The trial judge found that Ice's conduct satisfied these criteria and ordered that his sentences for the two burglaries and the two sexual assaults, in which he touched the girl's vagina, to be served consecutively. The judge allowed the two sexual assault sentences for touching the girl's breasts to be served concurrently. Thus, the judge's action nearly quadrupled his sentence from 7.5 years to over 28 years.

==Question presented==
When a defendant has been tried and convicted of multiple offenses, each involving discrete sentencing prescriptions, does the Sixth Amendment mandate jury determination of any fact declared necessary to the imposition of consecutive, in lieu of concurrent, sentences?

==Majority opinion==
Justice Ginsburg, joined by Justices Stevens, Kennedy, Breyer, and Alito, held that the Sixth Amendment does not prohibit a judge from determining facts that enter into his decision whether to order that sentences for discrete offenses be served consecutively or concurrently.

In a majority of states, the judge has full discretion as to whether sentences for discrete offenses run consecutively or concurrently.

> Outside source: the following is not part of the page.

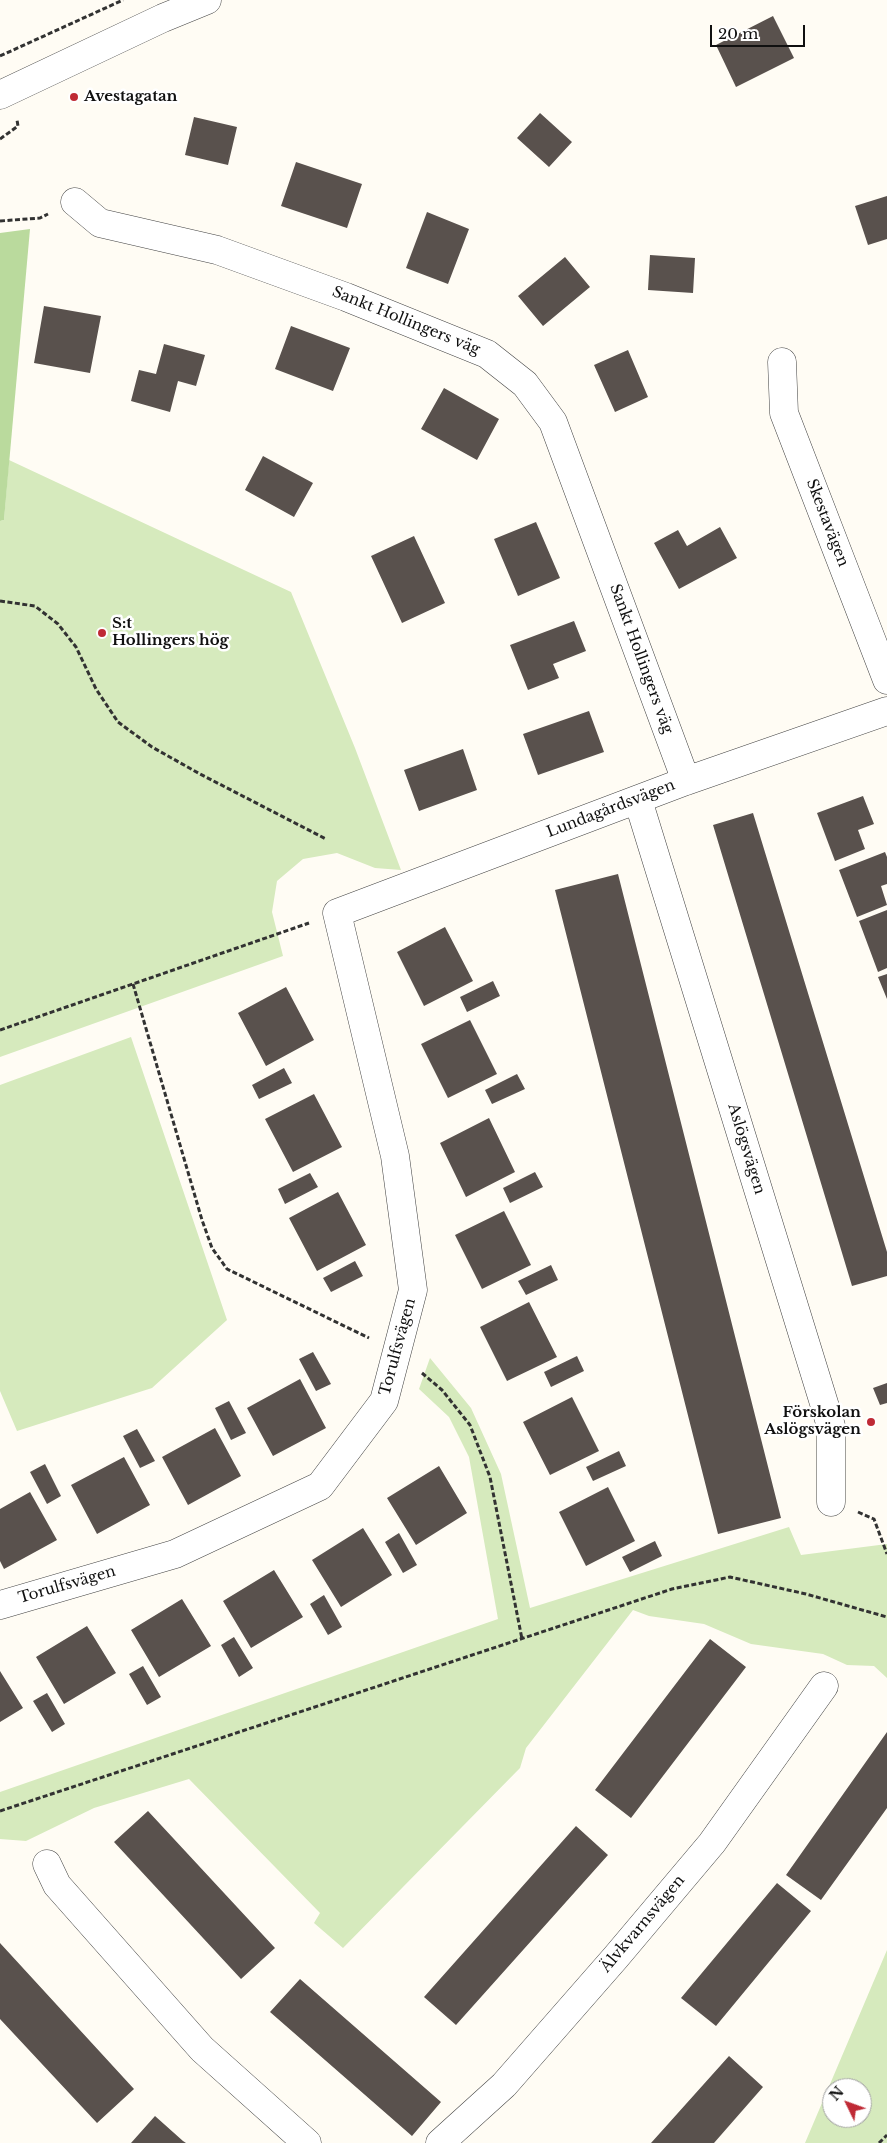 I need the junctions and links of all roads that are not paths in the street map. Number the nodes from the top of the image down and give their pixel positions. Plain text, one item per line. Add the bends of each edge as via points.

In some states, all sentences are presumed to run consecutively unless the judge chooses to order that they run concurrently. The system at issue in Oregon here is that judges are limited in their discretion because they must find certain facts before ordering sentences to run consecutively. This decision clarified that none of these arrangements are prohibited by the Sixth Amendment.

The Court's decision was based on considerations of historical practice, and respect for state sovereignty. As to the first consideration, at common law, judges retained the discretion as to whether to impose sentences consecutively or concurrently for discrete offenses: that was not a function for the jury. Recent legislative enactments are meant to mitigate the harshness of the historical rule, but that does not mean that a defendant is entitled to his sentences running concurrently. Here, the Court found that the judge had not infringed upon jury's role as the finder of fact or its role "as a bulwark at trial between the State and the accused." Also, the Court sought to respect state sovereignty by not second-guessing the state's administration of its criminal justice system without a compelling reason to do so.

==Dissent==
Justice Scalia wrote the dissenting opinion, with Chief Justice Roberts, Souter, and Thomas joining the dissent.

Scalia criticized the majority opinion as being contrary to Apprendi v. New Jersey, United States v. Booker, and Blakely v. Washington, in which the court had held that any fact (other than a previous conviction) must be admitted by the defendant or proved beyond a reasonable doubt before a jury. Scalia noted, "The Court's justification of Oregon's scheme is a virtual copy of the dissents in those cases.

"...Instead, the Court attempts to distinguish Oregon's sentencing scheme by reasoning that the rule of Apprendi applies only to the length of a sentence for an individual crime and not to the total sentence for a defendant. I cannot understand why we would make such a strange exception to the treasured right of trial by jury. Neither the reasoning of the Apprendi line of cases, nor any distinctive history of the factfinding necessary to imposition of consecutive sentences, nor (of course) logic supports such an odd rule.

"...Finally, the Court summons up the parade of horribles assembled by the amicus brief of 17 States supporting Oregon. It notes that '[t]rial judges often find facts' in connection with 'a variety of sentencing determinations other than the length of incarceration,' and worries that even their ability to set the length of supervised release, impose community service, or order entry into a drug rehabilitation program, may be called into question. Ante, at 10. But if these courses reduce rather than augment the punishment that the jury verdict imposes, there is no problem."

==Significance==
The Court here limited the application of a rule laid down in Apprendi v. New Jersey and extended in Blakely v. Washington and Cunningham v. California, requiring juries to find the existence of certain facts before increasing the length of a defendant's prison sentence beyond the statutory maximum.